Stevens suggests that NHSE are already doing just what Williams suggests in terms of getting good commercial deals. Stevens said that, “by being a constructive but hard nosed negotiator with the relevant pharmaceutical company we have secured very substantial discounts.” So if NHSE are around the negotiating table for the successor to the 2014 PPRS, a tough stance against industry will be a given.
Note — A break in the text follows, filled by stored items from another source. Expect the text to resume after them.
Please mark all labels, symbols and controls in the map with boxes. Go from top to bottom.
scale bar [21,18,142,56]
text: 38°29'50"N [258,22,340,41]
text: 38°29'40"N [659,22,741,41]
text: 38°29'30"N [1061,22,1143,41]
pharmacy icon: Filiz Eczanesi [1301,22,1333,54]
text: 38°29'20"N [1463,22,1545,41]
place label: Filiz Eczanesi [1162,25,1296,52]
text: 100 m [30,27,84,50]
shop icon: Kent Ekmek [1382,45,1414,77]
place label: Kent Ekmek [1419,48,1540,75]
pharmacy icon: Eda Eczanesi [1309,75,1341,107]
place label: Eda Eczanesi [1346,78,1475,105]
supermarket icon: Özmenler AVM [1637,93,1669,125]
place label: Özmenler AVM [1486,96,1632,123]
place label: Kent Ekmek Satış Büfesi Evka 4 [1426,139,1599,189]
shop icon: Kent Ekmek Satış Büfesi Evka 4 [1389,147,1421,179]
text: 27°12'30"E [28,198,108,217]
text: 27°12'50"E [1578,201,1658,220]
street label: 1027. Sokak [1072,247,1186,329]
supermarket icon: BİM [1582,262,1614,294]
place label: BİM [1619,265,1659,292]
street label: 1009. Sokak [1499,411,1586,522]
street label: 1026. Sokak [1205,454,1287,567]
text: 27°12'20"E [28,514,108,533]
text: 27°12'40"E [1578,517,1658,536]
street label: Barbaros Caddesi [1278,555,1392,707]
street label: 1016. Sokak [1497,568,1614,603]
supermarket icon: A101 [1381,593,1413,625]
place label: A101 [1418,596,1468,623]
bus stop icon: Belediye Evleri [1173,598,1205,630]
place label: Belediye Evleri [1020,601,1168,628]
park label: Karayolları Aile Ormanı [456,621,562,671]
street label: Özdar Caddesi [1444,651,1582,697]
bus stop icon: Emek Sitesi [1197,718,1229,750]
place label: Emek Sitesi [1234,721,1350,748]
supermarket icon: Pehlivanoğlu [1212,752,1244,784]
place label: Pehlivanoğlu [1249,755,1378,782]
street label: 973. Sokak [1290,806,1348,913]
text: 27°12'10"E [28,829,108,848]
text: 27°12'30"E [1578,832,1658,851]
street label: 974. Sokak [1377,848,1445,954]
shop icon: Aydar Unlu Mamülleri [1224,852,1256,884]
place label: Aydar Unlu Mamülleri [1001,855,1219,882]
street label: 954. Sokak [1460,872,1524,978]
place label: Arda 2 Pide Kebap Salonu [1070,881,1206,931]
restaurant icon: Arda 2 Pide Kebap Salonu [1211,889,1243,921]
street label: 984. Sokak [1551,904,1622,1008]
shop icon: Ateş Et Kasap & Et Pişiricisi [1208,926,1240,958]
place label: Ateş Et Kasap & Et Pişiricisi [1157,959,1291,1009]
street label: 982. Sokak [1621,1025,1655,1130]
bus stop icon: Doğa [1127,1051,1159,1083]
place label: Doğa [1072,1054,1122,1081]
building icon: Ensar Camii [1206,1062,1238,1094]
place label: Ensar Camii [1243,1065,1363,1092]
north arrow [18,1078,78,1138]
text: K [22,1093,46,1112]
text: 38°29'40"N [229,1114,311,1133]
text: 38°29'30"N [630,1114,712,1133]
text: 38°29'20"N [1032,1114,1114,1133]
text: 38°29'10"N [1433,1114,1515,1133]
NHSE’s approach to procurement of some new drugs was also covered at the oral session, particularly the example of hepatitis C drugs. This is one of the examples of where a NICE yes has proved difficult for NHSE; at the margin new hep C drugs are value for money, but with a lot of potential patients who could be prescribed them, the budget impact is significant. NHSE is legally required to fund NICE approved drugs, usually within 90 days. The fix? A fudge. NICE has permitted slower adoption to help NHSE manage the budget impact. Stevens has implied that if such a situation were to arise again that a phased approach to adoption would be taken. So much for speedy adoption of cost effective new medicines. Perhaps it also means that there will be pressure for NICE to consider budget impact, and not just value for money at the margin, another change that NHSE might table for negotiation?
In addition, NHSE is running six monthly procurements to try to achieve what Stevens describes as “getting as good a deal as we can” for hep C drugs. He describes the job of NHSE as to “winnow through the hype from the reality and, for those new medicines that really are effective - genuinely innovative - where manufacturers are willing to price reasonably, to make sure that we get those into the system quickly.” This could re-open the painful debate about defining innovation that was part of discussions on the implementation of value-based pricing (VBP) that got dropped by the time the 2014 PPRS came out.
Whatever the future holds for the PPRS, perhaps we can expect Stevens and NHSE to be influential in shaping the successor to the PPRS - whether inside or outside of the negotiation.